> [Work to complete]
Give only the number of lines below that contain the word "Guilherme".

> [Extracted data]
──────────

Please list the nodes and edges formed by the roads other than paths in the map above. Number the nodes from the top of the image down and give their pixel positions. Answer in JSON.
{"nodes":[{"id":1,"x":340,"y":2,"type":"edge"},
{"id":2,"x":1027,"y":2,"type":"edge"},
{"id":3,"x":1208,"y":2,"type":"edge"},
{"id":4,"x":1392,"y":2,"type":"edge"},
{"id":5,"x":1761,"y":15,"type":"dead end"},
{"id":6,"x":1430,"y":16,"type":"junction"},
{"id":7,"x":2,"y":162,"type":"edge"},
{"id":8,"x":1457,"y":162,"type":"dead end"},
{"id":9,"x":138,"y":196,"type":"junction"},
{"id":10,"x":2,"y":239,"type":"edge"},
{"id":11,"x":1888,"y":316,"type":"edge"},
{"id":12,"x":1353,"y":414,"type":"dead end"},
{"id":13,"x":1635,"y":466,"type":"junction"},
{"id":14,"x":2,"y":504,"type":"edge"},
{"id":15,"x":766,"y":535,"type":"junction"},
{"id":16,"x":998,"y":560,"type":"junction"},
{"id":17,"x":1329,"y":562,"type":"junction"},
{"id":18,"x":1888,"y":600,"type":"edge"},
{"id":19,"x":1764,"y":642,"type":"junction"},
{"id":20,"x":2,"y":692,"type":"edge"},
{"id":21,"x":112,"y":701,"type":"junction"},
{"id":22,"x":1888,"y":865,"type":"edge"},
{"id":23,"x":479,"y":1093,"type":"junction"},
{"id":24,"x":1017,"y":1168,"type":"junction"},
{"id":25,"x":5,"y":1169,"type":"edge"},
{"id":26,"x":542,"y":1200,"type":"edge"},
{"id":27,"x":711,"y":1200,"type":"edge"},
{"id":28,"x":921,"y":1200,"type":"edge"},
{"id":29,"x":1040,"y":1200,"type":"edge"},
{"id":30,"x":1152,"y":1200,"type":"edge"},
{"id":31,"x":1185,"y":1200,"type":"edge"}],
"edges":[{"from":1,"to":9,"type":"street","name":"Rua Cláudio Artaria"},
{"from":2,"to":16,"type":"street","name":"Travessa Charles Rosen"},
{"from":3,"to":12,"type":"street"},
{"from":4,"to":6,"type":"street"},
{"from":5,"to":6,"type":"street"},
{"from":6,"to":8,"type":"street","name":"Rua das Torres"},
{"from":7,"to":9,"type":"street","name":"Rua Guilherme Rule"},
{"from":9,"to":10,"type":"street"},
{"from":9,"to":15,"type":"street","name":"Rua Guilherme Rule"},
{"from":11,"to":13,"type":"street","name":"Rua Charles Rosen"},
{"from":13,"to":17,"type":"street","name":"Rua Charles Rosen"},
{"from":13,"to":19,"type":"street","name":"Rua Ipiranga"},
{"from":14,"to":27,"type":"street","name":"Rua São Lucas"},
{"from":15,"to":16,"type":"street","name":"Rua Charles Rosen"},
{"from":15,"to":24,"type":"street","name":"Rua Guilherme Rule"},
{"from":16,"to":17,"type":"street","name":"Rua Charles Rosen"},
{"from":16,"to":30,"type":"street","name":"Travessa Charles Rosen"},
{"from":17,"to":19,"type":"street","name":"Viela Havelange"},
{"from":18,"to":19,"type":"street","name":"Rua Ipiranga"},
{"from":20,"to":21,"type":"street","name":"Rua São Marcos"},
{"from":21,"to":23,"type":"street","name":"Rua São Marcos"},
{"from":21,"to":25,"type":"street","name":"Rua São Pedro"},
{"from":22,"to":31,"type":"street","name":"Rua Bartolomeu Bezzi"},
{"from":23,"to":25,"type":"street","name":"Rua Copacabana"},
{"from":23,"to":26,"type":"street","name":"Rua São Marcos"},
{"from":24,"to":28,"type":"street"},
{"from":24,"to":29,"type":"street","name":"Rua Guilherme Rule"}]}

──────────

> [Output below]
4